**EXERCISE DESCRIPTION**
All lines with the word "dead" must be pulled from the entries below.

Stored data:
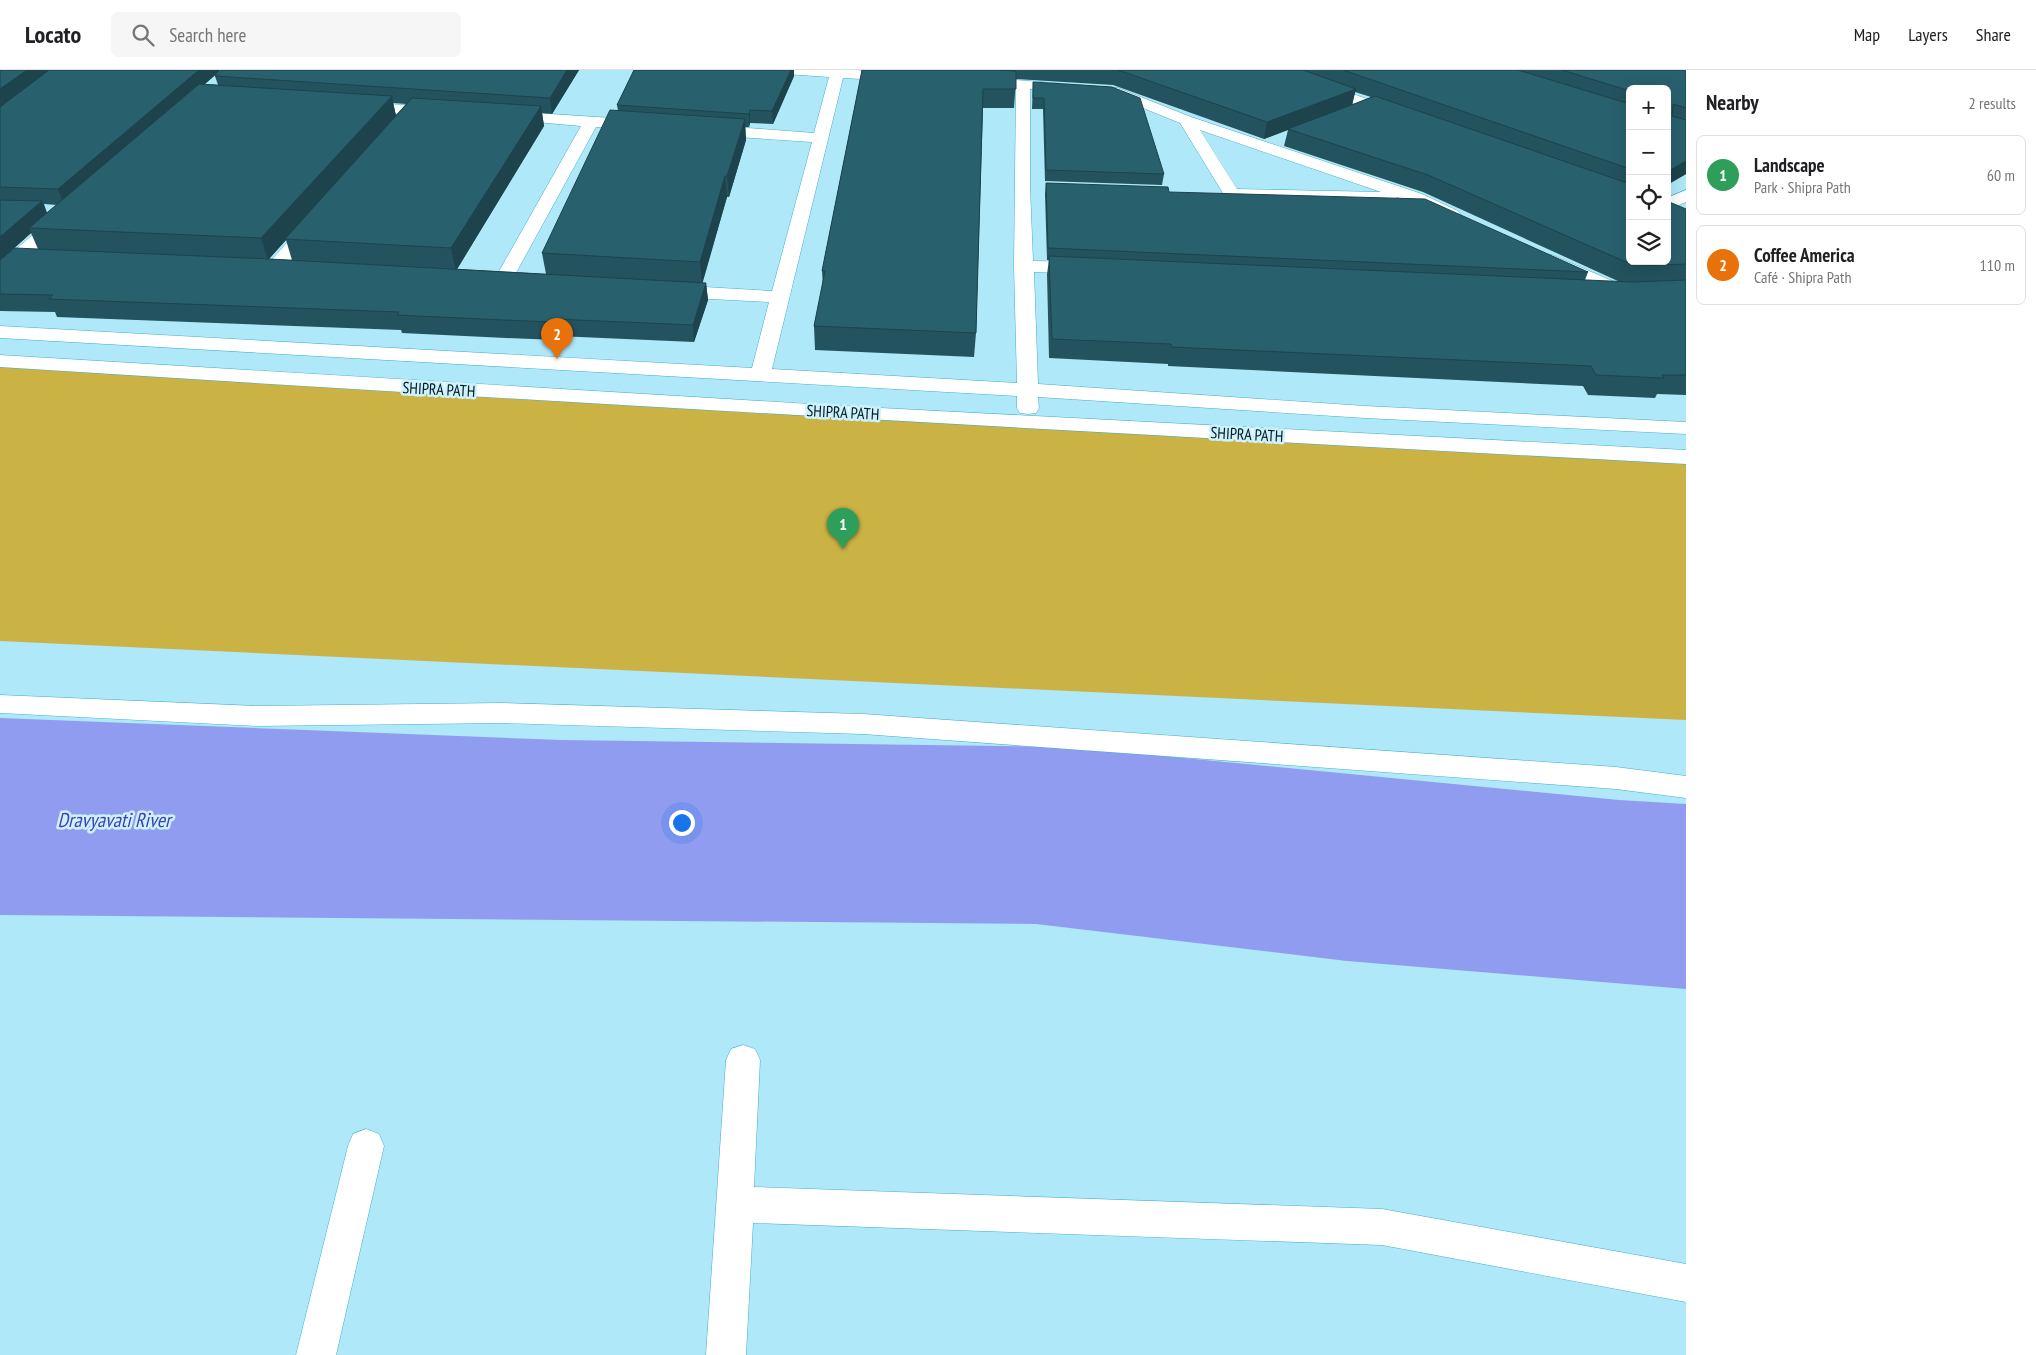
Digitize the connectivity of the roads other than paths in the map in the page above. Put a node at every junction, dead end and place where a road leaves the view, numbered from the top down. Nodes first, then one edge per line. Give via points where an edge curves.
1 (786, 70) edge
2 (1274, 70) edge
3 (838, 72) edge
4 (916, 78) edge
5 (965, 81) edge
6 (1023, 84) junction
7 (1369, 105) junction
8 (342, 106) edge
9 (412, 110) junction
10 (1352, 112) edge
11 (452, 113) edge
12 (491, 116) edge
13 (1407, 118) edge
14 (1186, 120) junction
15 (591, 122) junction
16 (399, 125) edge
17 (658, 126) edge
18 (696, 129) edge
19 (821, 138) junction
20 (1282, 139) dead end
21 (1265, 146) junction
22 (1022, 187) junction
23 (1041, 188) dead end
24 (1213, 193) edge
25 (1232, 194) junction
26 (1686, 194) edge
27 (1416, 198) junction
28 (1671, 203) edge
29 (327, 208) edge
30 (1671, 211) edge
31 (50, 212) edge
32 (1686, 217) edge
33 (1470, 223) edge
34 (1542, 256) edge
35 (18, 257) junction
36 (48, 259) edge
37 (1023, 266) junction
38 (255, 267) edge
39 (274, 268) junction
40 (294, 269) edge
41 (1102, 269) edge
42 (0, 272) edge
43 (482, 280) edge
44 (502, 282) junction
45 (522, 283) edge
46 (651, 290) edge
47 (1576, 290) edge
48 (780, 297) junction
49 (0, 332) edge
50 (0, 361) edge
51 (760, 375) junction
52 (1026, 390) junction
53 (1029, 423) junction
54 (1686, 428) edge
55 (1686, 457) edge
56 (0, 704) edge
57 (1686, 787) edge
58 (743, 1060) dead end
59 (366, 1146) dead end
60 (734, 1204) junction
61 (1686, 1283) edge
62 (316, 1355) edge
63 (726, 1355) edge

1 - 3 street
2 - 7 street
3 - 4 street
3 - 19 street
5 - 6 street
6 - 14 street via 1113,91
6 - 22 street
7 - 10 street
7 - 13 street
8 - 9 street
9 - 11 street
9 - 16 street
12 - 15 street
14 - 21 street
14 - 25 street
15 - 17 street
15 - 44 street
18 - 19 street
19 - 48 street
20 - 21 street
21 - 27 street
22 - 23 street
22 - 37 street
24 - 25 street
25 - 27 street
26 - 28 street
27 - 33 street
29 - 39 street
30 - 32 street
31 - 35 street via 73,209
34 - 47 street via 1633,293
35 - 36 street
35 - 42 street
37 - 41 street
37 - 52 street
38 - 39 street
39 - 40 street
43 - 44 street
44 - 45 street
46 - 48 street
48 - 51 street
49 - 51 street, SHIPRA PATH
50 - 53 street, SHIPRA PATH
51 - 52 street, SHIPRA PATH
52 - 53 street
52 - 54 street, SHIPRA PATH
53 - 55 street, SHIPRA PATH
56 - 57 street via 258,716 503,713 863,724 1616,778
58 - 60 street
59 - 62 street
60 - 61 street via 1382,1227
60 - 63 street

**ANSWER SPACE**
Digitize the connectivity of the roads other than paths in the map in the page above. Put a node at every junction, dead end and place where a road leaves the view, numbered from the top down. Nodes first, then one edge per line. Give via points where an edge curves.
20 (1282, 139) dead end
23 (1041, 188) dead end
58 (743, 1060) dead end
59 (366, 1146) dead end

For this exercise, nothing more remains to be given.